The U.S. Capitol (CNS/Aaron P. Bernstein, Reuters)

Charlie and Pauline Sullivan, both close to 80 and as agile as ever, believe in getting around. They estimate that since coming to Washington from Texas in 1985 they have covered over 1,000 miles through the halls of the U.S. capitol's six congressional office buildings — three in the Senate, three in the House. As co-founders of Citizens United for the Rehabilitation of Errants (CURE National), they go to every office, in every Congress, trying to make the case that legislation for humane criminal justice reforms is both a political and moral necessity.

Working in a nation that has the world's highest inmate population — 2.3 million people in 1,827 state and federal prisons, according to the Prison Policy Initiative — the Sullivans and their advocacy efforts might appear tiny up against the massiveness of the problems ranging from the brutality of long-term solitary confinements to incessant wrongful convictions.

"To change the system," Charlie Sullivan argues, "you must in some way become part of the system. Doing this, and keeping your principles, can be a difficult challenge. But from decades of experience, it can be done. In other words, as they say in Texas, "you have to be on the jury to hang the jury."

It was an experience in Texas in 1972 — seven days in a San Antonio jail on a nonviolent civil disobedience charge — that became a spark that flamed into a blaze to take action on behalf of mistreated prisoners, ex-prisoners and their families.

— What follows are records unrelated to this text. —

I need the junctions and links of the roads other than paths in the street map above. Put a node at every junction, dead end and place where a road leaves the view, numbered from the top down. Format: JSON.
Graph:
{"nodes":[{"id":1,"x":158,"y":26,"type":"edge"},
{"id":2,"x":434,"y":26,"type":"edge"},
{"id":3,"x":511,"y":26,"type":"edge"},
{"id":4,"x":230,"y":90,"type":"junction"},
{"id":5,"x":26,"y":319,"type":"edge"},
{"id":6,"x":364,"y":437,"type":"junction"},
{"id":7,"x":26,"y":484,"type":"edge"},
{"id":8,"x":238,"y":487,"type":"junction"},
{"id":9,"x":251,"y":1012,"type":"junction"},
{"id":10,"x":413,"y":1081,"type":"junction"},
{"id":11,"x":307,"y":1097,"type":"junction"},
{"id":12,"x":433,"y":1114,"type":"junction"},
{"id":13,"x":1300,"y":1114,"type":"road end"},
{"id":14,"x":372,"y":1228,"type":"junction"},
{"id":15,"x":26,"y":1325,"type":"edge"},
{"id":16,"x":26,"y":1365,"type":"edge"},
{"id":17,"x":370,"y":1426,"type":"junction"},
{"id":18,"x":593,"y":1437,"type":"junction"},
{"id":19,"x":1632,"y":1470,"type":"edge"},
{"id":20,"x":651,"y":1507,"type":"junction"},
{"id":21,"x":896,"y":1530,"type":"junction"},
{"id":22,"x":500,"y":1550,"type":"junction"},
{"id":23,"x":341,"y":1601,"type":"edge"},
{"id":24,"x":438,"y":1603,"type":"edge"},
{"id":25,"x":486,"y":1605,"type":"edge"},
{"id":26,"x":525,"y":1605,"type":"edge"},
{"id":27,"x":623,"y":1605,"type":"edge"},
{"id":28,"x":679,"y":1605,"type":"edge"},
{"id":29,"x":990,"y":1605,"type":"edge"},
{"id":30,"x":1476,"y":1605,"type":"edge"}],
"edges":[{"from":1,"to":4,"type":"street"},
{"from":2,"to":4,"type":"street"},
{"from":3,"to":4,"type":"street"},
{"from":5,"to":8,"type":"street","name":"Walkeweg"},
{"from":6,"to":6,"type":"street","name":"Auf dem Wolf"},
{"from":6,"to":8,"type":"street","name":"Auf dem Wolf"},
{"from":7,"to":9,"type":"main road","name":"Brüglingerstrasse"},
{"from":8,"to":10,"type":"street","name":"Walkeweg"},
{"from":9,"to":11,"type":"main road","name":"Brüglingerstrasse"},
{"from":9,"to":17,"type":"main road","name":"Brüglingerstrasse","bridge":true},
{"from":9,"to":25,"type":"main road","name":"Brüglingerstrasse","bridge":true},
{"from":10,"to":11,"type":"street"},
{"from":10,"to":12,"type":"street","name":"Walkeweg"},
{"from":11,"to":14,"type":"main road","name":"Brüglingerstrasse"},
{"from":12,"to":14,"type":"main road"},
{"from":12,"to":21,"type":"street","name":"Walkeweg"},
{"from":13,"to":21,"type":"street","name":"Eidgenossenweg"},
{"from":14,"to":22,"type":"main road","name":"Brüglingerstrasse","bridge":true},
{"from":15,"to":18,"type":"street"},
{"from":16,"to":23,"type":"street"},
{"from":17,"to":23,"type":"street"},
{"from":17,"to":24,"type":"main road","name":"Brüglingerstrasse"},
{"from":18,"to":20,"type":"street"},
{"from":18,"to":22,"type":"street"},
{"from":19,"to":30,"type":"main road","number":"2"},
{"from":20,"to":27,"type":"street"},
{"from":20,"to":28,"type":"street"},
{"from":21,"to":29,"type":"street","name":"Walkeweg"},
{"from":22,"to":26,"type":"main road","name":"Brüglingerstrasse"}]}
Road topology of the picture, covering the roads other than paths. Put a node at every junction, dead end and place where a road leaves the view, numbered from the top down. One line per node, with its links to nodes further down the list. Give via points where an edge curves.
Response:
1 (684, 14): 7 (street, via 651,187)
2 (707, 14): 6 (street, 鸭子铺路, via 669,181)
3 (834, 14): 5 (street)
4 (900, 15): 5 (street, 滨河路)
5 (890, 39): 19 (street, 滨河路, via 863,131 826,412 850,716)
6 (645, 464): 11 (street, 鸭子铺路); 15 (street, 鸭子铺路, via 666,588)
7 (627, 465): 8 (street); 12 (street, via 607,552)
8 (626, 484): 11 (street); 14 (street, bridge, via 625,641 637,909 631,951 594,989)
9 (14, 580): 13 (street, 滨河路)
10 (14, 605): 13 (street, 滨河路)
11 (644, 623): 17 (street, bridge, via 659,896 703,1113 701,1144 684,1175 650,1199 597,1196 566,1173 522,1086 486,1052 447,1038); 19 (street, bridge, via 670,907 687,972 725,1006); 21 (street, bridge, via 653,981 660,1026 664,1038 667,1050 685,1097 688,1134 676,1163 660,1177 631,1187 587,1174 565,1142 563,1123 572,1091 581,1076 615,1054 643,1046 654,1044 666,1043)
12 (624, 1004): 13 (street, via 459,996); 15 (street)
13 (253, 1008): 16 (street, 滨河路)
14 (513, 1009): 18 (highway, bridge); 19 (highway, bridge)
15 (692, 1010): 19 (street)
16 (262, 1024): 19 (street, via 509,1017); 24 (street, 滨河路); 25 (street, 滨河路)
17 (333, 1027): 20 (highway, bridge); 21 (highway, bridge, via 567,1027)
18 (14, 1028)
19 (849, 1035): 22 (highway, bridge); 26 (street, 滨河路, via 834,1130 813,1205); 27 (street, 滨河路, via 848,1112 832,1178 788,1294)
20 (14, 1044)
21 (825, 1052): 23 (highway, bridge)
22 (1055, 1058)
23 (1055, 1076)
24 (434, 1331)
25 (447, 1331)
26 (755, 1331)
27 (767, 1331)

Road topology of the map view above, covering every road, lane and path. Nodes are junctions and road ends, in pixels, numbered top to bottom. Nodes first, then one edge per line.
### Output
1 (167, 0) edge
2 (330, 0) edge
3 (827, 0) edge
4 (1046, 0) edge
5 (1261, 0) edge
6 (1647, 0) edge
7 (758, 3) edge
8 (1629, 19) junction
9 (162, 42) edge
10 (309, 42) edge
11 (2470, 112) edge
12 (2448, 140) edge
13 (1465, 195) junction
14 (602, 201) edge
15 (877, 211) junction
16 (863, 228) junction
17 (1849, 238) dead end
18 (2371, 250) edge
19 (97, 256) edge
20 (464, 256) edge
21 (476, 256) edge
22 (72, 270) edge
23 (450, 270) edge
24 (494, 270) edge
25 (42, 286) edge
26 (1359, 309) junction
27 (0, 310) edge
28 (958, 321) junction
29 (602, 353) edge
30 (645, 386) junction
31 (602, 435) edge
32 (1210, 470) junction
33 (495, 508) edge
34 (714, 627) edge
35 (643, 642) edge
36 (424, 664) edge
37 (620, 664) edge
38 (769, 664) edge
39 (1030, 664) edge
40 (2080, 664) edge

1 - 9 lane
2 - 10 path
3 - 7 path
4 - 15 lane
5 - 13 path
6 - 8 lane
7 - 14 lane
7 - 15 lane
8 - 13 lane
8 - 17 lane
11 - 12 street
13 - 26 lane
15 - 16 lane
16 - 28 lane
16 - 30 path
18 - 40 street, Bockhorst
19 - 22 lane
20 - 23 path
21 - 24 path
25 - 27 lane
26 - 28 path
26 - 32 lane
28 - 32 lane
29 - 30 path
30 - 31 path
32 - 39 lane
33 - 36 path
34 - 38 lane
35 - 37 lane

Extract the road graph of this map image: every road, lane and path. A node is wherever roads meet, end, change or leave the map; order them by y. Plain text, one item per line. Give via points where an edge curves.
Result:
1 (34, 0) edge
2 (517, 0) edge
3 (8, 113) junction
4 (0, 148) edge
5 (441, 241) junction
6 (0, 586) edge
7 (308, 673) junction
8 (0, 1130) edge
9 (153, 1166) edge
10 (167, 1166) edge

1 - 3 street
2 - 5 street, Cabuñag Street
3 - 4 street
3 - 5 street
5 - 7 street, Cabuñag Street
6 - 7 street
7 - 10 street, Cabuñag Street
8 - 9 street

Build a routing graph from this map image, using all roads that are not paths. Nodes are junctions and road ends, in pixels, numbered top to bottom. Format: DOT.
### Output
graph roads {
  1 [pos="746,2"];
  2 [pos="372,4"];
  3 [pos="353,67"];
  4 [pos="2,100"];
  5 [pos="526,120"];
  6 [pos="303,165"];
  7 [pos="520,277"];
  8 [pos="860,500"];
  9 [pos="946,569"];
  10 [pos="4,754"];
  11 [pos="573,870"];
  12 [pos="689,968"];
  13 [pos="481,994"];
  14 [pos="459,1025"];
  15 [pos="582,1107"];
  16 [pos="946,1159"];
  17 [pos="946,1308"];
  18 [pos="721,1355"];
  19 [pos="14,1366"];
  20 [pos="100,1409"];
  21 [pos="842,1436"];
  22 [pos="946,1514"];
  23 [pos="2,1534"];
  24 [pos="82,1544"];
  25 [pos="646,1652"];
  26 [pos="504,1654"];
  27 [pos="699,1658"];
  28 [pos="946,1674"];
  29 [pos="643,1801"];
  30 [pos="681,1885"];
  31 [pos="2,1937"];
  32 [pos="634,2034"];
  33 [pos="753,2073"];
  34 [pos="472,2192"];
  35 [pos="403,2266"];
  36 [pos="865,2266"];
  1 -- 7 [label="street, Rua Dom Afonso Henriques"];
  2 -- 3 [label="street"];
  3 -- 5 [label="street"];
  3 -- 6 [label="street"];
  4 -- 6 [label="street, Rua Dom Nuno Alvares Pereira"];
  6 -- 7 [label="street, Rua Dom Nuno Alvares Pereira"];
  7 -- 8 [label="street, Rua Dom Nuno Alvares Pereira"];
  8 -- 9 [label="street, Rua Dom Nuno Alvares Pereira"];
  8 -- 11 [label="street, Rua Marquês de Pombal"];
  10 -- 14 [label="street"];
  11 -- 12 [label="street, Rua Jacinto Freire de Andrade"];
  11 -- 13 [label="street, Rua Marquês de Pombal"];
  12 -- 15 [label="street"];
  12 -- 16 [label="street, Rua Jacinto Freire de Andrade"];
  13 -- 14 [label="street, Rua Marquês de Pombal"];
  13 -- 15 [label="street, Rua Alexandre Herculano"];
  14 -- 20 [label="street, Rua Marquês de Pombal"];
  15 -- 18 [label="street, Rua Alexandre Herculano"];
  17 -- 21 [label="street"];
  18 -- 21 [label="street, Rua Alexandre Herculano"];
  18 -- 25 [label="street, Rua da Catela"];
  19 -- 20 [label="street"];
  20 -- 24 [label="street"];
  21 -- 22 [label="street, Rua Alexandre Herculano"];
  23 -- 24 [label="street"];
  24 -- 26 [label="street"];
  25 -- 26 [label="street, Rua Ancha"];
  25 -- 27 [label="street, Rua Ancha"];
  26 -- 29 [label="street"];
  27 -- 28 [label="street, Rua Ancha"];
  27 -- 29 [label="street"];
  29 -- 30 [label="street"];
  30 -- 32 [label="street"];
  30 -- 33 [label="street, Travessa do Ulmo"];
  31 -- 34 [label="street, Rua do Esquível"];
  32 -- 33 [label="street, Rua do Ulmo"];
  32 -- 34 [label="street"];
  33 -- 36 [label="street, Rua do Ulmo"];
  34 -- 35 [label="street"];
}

It was an unlikely calling for a boy born in 1940 into the comforts of a middle-class family in Mobile, Alabama, and whose father was a dentist and mother a homemaker. Charlie enrolled in a Catholic high school, only to leave before graduating to enter St. Mary's College in Kentucky and to be ordained a priest in 1965.

"I originally saw my future," he recalled on a recent afternoon in Washington, "as a Bing Crosby kind of parish priest — coaching sports for the parochial school kids taught by the nuns, dabbling in school musicals and never offering challenging sermons."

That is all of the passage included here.